> **Directions for this task**
Reproduce the full listing that follows, matching it exactly.

> **Task data**
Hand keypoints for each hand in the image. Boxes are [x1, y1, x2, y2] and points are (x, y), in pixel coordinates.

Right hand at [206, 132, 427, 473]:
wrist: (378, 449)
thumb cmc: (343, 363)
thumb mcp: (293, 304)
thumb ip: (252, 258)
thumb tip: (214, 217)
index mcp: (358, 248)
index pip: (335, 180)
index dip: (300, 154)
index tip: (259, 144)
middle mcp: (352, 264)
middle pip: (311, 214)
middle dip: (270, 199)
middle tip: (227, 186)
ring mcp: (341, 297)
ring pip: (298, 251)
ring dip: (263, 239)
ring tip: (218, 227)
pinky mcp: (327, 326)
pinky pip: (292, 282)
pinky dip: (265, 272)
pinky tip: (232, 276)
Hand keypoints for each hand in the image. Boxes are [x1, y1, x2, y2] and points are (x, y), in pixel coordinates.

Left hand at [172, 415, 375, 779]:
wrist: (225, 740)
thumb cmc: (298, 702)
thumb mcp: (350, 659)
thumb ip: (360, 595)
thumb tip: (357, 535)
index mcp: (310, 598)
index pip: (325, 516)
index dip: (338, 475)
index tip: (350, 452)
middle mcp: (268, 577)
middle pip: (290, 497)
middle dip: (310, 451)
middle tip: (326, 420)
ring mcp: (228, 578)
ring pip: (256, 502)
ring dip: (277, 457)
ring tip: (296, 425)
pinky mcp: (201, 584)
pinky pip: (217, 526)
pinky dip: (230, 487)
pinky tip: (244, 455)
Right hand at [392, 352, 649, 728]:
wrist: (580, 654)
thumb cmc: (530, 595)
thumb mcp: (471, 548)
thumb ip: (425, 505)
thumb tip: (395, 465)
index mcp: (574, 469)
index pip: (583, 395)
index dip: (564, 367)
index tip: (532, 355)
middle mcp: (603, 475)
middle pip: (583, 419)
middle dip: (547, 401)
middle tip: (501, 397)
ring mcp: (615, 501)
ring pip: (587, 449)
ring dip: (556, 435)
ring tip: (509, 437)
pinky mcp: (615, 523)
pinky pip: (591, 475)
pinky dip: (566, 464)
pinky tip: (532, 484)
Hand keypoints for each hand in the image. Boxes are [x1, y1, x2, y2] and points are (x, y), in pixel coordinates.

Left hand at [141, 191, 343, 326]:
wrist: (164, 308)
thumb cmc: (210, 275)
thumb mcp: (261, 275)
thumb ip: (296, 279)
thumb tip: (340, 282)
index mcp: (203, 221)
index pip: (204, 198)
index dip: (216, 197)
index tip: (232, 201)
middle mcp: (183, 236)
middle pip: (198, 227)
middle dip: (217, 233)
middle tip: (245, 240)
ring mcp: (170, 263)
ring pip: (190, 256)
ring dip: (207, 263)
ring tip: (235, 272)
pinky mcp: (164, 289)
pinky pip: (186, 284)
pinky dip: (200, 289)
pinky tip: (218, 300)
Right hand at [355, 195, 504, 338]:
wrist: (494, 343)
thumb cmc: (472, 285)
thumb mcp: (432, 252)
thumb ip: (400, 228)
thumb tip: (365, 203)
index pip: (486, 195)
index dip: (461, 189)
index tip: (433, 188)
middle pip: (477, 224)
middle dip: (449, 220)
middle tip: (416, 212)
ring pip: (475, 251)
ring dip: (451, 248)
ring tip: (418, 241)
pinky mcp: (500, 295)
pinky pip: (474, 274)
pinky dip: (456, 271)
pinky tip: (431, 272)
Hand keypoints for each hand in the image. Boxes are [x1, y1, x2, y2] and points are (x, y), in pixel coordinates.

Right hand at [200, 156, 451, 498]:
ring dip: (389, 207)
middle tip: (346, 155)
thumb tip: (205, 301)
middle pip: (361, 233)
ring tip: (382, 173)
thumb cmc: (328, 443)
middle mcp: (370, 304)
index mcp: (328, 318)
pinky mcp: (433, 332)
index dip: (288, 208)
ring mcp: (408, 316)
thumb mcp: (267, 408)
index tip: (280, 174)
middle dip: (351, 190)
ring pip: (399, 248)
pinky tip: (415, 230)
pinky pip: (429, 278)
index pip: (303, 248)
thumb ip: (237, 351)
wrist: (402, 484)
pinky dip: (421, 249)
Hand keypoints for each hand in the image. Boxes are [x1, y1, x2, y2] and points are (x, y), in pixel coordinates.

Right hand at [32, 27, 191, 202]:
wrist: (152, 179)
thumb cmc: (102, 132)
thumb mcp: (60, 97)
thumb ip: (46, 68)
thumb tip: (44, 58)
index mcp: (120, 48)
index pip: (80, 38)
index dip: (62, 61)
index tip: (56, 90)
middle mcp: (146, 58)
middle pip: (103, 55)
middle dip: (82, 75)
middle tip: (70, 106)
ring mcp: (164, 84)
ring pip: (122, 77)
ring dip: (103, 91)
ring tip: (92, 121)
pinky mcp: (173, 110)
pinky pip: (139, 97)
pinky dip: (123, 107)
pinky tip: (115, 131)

> **Response area**
Hand keypoints for each hand in the image. Boxes are [x1, y1, x2, y2] and points are (x, y), in pixel coordinates.

Right hand at [206, 132, 427, 473]:
wrist: (378, 449)
thumb cmc: (343, 363)
thumb mcp: (293, 304)
thumb ip: (252, 258)
thumb tip: (214, 217)
index mcp: (358, 248)
index pip: (335, 180)
index dip: (300, 154)
index tip: (259, 144)
middle mcp: (352, 264)
middle pip: (311, 214)
middle dip: (270, 199)
middle tip: (227, 186)
ring mcp: (341, 297)
ring pip: (298, 251)
ring dip: (263, 239)
ring tip: (218, 227)
pinky mcp: (327, 326)
pinky pip: (292, 282)
pinky dip: (265, 272)
pinky tip: (232, 276)
Hand keypoints for each hand in the image. Boxes are [x1, y1, x2, y2] and points are (x, y), in pixel coordinates.

Left hand at [172, 415, 375, 779]:
wrist: (225, 740)
thumb cmc: (298, 702)
thumb mcp: (350, 659)
thumb ip: (360, 595)
thumb tip: (357, 535)
index mcp: (310, 598)
index pip: (325, 516)
index dip: (338, 475)
index tip: (350, 452)
middle mcp: (268, 577)
middle pip: (290, 497)
middle dip: (310, 451)
middle tip: (326, 420)
ring mcp: (228, 578)
ring pip: (256, 502)
ring dip: (277, 457)
ring tip: (296, 425)
pinky mcp: (201, 584)
pinky pip: (217, 526)
pinky dip: (230, 487)
pinky tip: (244, 455)
Right hand at [392, 352, 649, 728]:
wrist: (580, 654)
thumb cmc: (530, 595)
thumb mcp: (471, 548)
thumb ip: (425, 505)
thumb tip: (395, 465)
index mcp: (574, 469)
index pip: (583, 395)
index dip: (564, 367)
index tip: (532, 355)
middle mcp: (603, 475)
middle pip: (583, 419)
middle dip: (547, 401)
middle tip: (501, 397)
ring mcp: (615, 501)
ring pip: (587, 449)
ring dip: (556, 435)
ring tip: (509, 437)
pinky mcp: (615, 523)
pinky pip: (591, 475)
pinky dip: (566, 464)
pinky tip: (532, 484)
Hand keypoints for each hand in the image. Boxes are [x1, y1, x2, y2] and points are (x, y), in pixel coordinates.

Left hand at [141, 191, 343, 326]:
wrist: (164, 308)
thumb cmc: (210, 275)
thumb mcp: (261, 275)
thumb ip: (296, 279)
thumb tip: (340, 282)
index mcp: (203, 221)
index pip: (204, 198)
index dip: (216, 197)
index tip: (232, 201)
middle mcp: (183, 236)
middle pip: (198, 227)
middle dip: (217, 233)
middle tip: (245, 240)
ring mcp: (170, 263)
ring pip: (190, 256)
ring dip: (207, 263)
ring tip: (235, 272)
pinky mcp: (164, 289)
pinky pip: (186, 284)
pinky dip: (200, 289)
pinky tip: (218, 300)
Right hand at [355, 195, 504, 338]:
wrist: (494, 343)
thumb cmc: (472, 285)
thumb mcp: (432, 252)
thumb ip: (400, 228)
thumb tip: (365, 203)
index pip: (486, 195)
index dip: (461, 189)
index tip: (433, 188)
middle pip: (477, 224)
middle dip: (449, 220)
middle tip: (416, 212)
ring pip: (475, 251)
ring dip: (451, 248)
ring tip: (418, 241)
pinky mcp: (500, 295)
pinky pip: (474, 274)
pinky dip: (456, 271)
pinky tip: (431, 272)
Hand keypoints for each hand in the image. Boxes are [x1, y1, x2, y2] and points are (x, y), in pixel coordinates.

Right hand at [200, 156, 451, 498]:
ring dip: (389, 207)
middle tip: (346, 155)
thumb tip: (205, 301)
middle pip: (361, 233)
ring tip: (382, 173)
thumb cmc: (328, 443)
middle mcp: (370, 304)
index mcp: (328, 318)
pinky mcp: (433, 332)
index dip: (288, 208)
ring mcp: (408, 316)
thumb mcp: (267, 408)
index tip: (280, 174)
middle dip: (351, 190)
ring pip: (399, 248)
pinky tip: (415, 230)
pinky pip: (429, 278)
index pip: (303, 248)
thumb ip: (237, 351)
wrist: (402, 484)
pinky dip: (421, 249)
Hand keypoints for each hand in the image. Boxes are [x1, y1, x2, y2] and points are (x, y), in pixel coordinates.

Right hand at [32, 27, 191, 202]:
wrist: (152, 179)
thumb cmc: (102, 132)
thumb mcp: (60, 97)
thumb ip: (46, 68)
thumb tip: (44, 58)
index mcp: (120, 48)
index pip: (80, 38)
index dip: (62, 61)
index tip: (56, 90)
middle mcp: (146, 58)
middle pip: (103, 55)
middle dip: (82, 75)
middle tip: (70, 106)
ring mcp: (164, 84)
ring pip: (122, 77)
ring dip: (103, 91)
ring tip: (92, 121)
pinky mcp: (173, 110)
pinky pip: (139, 97)
pinky dip: (123, 107)
pinky tip: (115, 131)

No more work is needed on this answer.